Task brief: In the data below, reproduce everything exactly except the images.

Records for processing:

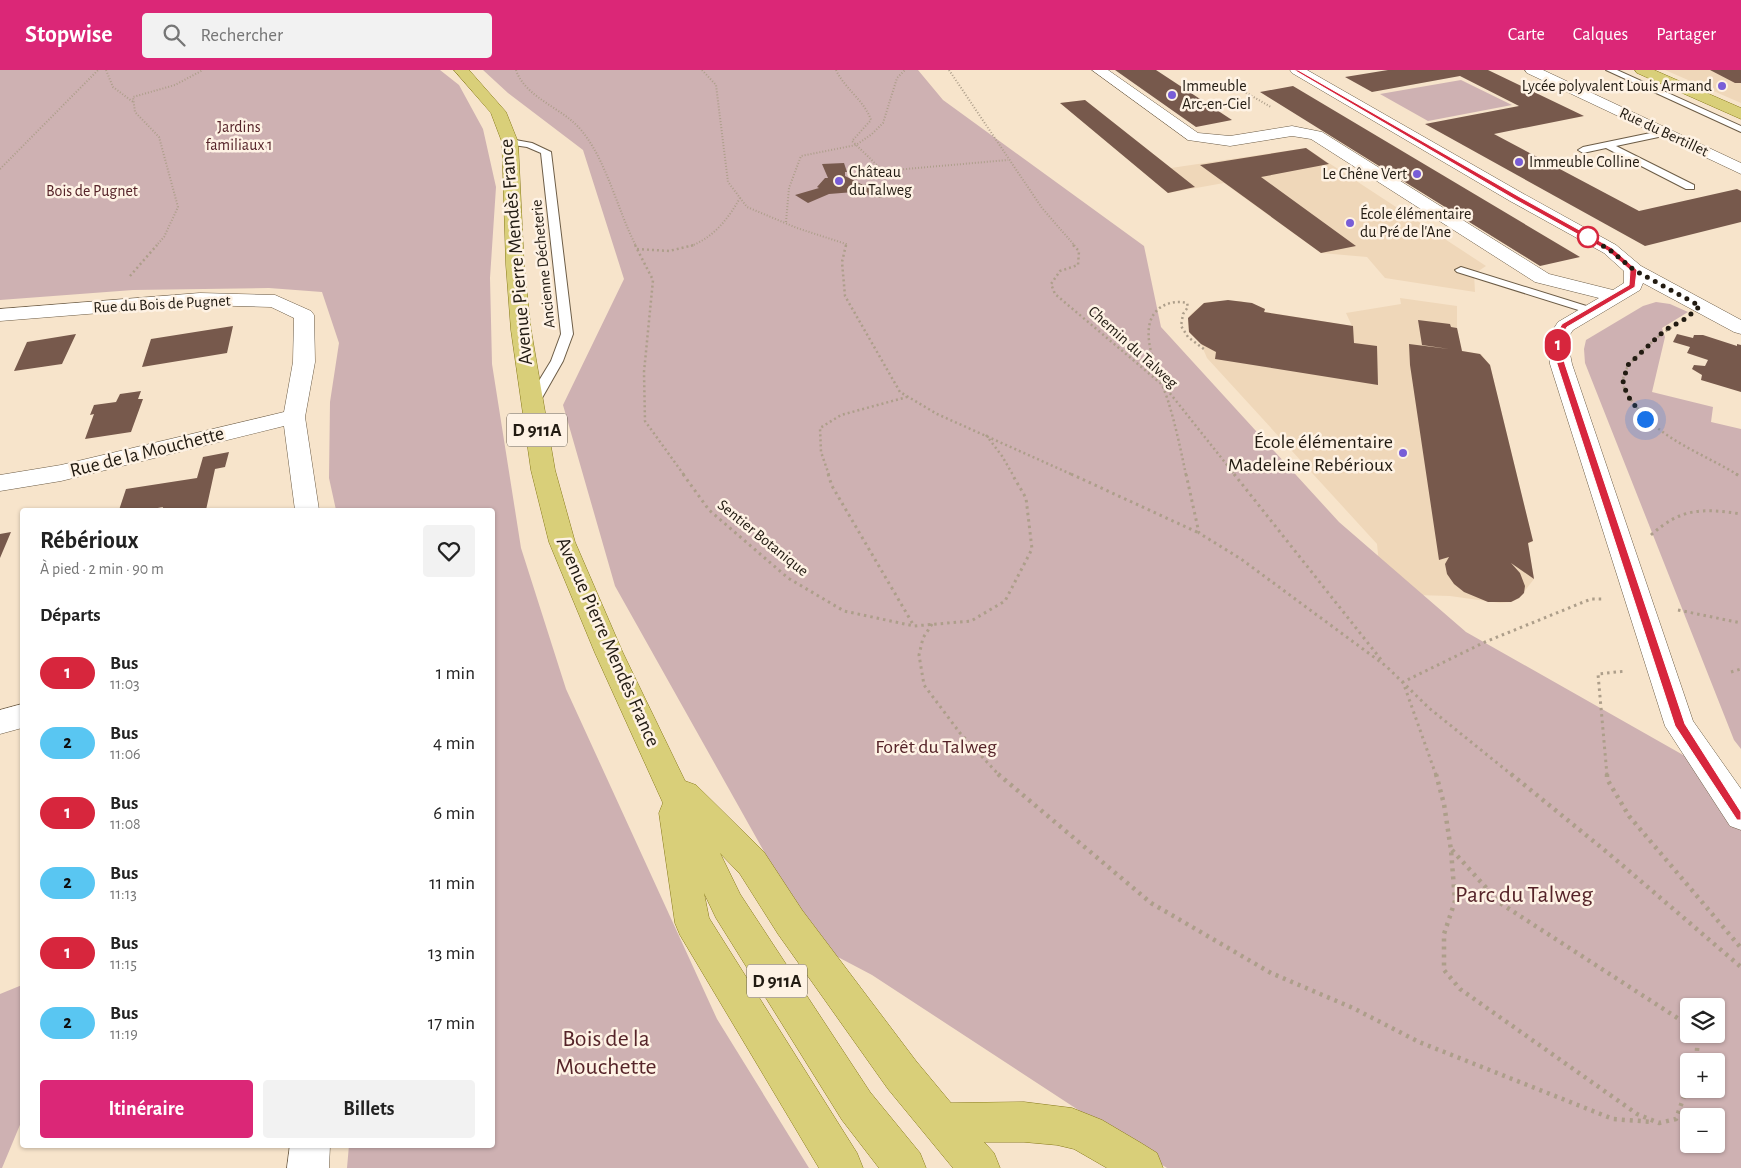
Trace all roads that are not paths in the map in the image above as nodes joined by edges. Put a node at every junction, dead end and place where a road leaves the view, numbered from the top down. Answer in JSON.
{"nodes":[{"id":1,"x":461,"y":70,"type":"edge"},
{"id":2,"x":1099,"y":70,"type":"edge"},
{"id":3,"x":1297,"y":70,"type":"edge"},
{"id":4,"x":1532,"y":70,"type":"edge"},
{"id":5,"x":1610,"y":70,"type":"edge"},
{"id":6,"x":1642,"y":70,"type":"edge"},
{"id":7,"x":1741,"y":114,"type":"edge"},
{"id":8,"x":1741,"y":129,"type":"edge"},
{"id":9,"x":1665,"y":133,"type":"junction"},
{"id":10,"x":510,"y":142,"type":"junction"},
{"id":11,"x":1607,"y":145,"type":"junction"},
{"id":12,"x":1583,"y":150,"type":"dead end"},
{"id":13,"x":1741,"y":169,"type":"edge"},
{"id":14,"x":1690,"y":188,"type":"dead end"},
{"id":15,"x":1461,"y":270,"type":"dead end"},
{"id":16,"x":1634,"y":270,"type":"junction"},
{"id":17,"x":1614,"y":296,"type":"junction"},
{"id":18,"x":1592,"y":311,"type":"junction"},
{"id":19,"x":0,"y":315,"type":"edge"},
{"id":20,"x":1741,"y":328,"type":"edge"},
{"id":21,"x":533,"y":402,"type":"junction"},
{"id":22,"x":294,"y":417,"type":"junction"},
{"id":23,"x":0,"y":483,"type":"edge"},
{"id":24,"x":307,"y":508,"type":"edge"},
{"id":25,"x":20,"y":717,"type":"edge"},
{"id":26,"x":0,"y":722,"type":"edge"},
{"id":27,"x":671,"y":782,"type":"junction"},
{"id":28,"x":1741,"y":816,"type":"edge"},
{"id":29,"x":942,"y":1123,"type":"junction"},
{"id":30,"x":310,"y":1148,"type":"edge"},
{"id":31,"x":308,"y":1168,"type":"edge"},
{"id":32,"x":842,"y":1168,"type":"edge"},
{"id":33,"x":905,"y":1168,"type":"edge"},
{"id":34,"x":979,"y":1168,"type":"edge"},
{"id":35,"x":1142,"y":1168,"type":"edge"}],
"edges":[{"from":1,"to":10,"type":"main road","name":"Avenue Pierre Mendès France","number":"D 911A"},
{"from":2,"to":17,"type":"street"},
{"from":3,"to":16,"type":"street"},
{"from":4,"to":9,"type":"street","name":"Rue du Bertillet"},
{"from":5,"to":8,"type":"lane"},
{"from":6,"to":7,"type":"main road"},
{"from":9,"to":11,"type":"lane"},
{"from":9,"to":13,"type":"street","name":"Rue du Bertillet"},
{"from":10,"to":21,"type":"main road","name":"Avenue Pierre Mendès France","number":"D 911A"},
{"from":10,"to":21,"type":"lane","name":"Ancienne Décheterie"},
{"from":11,"to":12,"type":"lane"},
{"from":11,"to":14,"type":"lane"},
{"from":15,"to":18,"type":"lane"},
{"from":16,"to":17,"type":"street"},
{"from":16,"to":20,"type":"street"},
{"from":17,"to":18,"type":"street"},
{"from":18,"to":28,"type":"street"},
{"from":19,"to":22,"type":"street","name":"Rue du Bois de Pugnet"},
{"from":21,"to":27,"type":"main road","name":"Avenue Pierre Mendès France","number":"D 911A"},
{"from":22,"to":23,"type":"street","name":"Rue de la Mouchette"},
{"from":22,"to":24,"type":"street","name":"Rue du Bois de Pugnet"},
{"from":25,"to":26,"type":"street"},
{"from":27,"to":29,"type":"main road","name":"Avenue Pierre Mendès France","number":"D 911A"},
{"from":27,"to":32,"type":"main road"},
{"from":27,"to":33,"type":"main road","name":"Avenue Pierre Mendès France","number":"D 911A"},
{"from":29,"to":34,"type":"main road","name":"Avenue Pierre Mendès France","number":"D 911A"},
{"from":29,"to":35,"type":"main road"},
{"from":30,"to":31,"type":"street"}]}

Completed exercise:
Trace all roads that are not paths in the map in the image above as nodes joined by edges. Put a node at every junction, dead end and place where a road leaves the view, numbered from the top down. Answer in JSON.
{"nodes":[{"id":1,"x":461,"y":70,"type":"edge"},
{"id":2,"x":1099,"y":70,"type":"edge"},
{"id":3,"x":1297,"y":70,"type":"edge"},
{"id":4,"x":1532,"y":70,"type":"edge"},
{"id":5,"x":1610,"y":70,"type":"edge"},
{"id":6,"x":1642,"y":70,"type":"edge"},
{"id":7,"x":1741,"y":114,"type":"edge"},
{"id":8,"x":1741,"y":129,"type":"edge"},
{"id":9,"x":1665,"y":133,"type":"junction"},
{"id":10,"x":510,"y":142,"type":"junction"},
{"id":11,"x":1607,"y":145,"type":"junction"},
{"id":12,"x":1583,"y":150,"type":"dead end"},
{"id":13,"x":1741,"y":169,"type":"edge"},
{"id":14,"x":1690,"y":188,"type":"dead end"},
{"id":15,"x":1461,"y":270,"type":"dead end"},
{"id":16,"x":1634,"y":270,"type":"junction"},
{"id":17,"x":1614,"y":296,"type":"junction"},
{"id":18,"x":1592,"y":311,"type":"junction"},
{"id":19,"x":0,"y":315,"type":"edge"},
{"id":20,"x":1741,"y":328,"type":"edge"},
{"id":21,"x":533,"y":402,"type":"junction"},
{"id":22,"x":294,"y":417,"type":"junction"},
{"id":23,"x":0,"y":483,"type":"edge"},
{"id":24,"x":307,"y":508,"type":"edge"},
{"id":25,"x":20,"y":717,"type":"edge"},
{"id":26,"x":0,"y":722,"type":"edge"},
{"id":27,"x":671,"y":782,"type":"junction"},
{"id":28,"x":1741,"y":816,"type":"edge"},
{"id":29,"x":942,"y":1123,"type":"junction"},
{"id":30,"x":310,"y":1148,"type":"edge"},
{"id":31,"x":308,"y":1168,"type":"edge"},
{"id":32,"x":842,"y":1168,"type":"edge"},
{"id":33,"x":905,"y":1168,"type":"edge"},
{"id":34,"x":979,"y":1168,"type":"edge"},
{"id":35,"x":1142,"y":1168,"type":"edge"}],
"edges":[{"from":1,"to":10,"type":"main road","name":"Avenue Pierre Mendès France","number":"D 911A"},
{"from":2,"to":17,"type":"street"},
{"from":3,"to":16,"type":"street"},
{"from":4,"to":9,"type":"street","name":"Rue du Bertillet"},
{"from":5,"to":8,"type":"lane"},
{"from":6,"to":7,"type":"main road"},
{"from":9,"to":11,"type":"lane"},
{"from":9,"to":13,"type":"street","name":"Rue du Bertillet"},
{"from":10,"to":21,"type":"main road","name":"Avenue Pierre Mendès France","number":"D 911A"},
{"from":10,"to":21,"type":"lane","name":"Ancienne Décheterie"},
{"from":11,"to":12,"type":"lane"},
{"from":11,"to":14,"type":"lane"},
{"from":15,"to":18,"type":"lane"},
{"from":16,"to":17,"type":"street"},
{"from":16,"to":20,"type":"street"},
{"from":17,"to":18,"type":"street"},
{"from":18,"to":28,"type":"street"},
{"from":19,"to":22,"type":"street","name":"Rue du Bois de Pugnet"},
{"from":21,"to":27,"type":"main road","name":"Avenue Pierre Mendès France","number":"D 911A"},
{"from":22,"to":23,"type":"street","name":"Rue de la Mouchette"},
{"from":22,"to":24,"type":"street","name":"Rue du Bois de Pugnet"},
{"from":25,"to":26,"type":"street"},
{"from":27,"to":29,"type":"main road","name":"Avenue Pierre Mendès France","number":"D 911A"},
{"from":27,"to":32,"type":"main road"},
{"from":27,"to":33,"type":"main road","name":"Avenue Pierre Mendès France","number":"D 911A"},
{"from":29,"to":34,"type":"main road","name":"Avenue Pierre Mendès France","number":"D 911A"},
{"from":29,"to":35,"type":"main road"},
{"from":30,"to":31,"type":"street"}]}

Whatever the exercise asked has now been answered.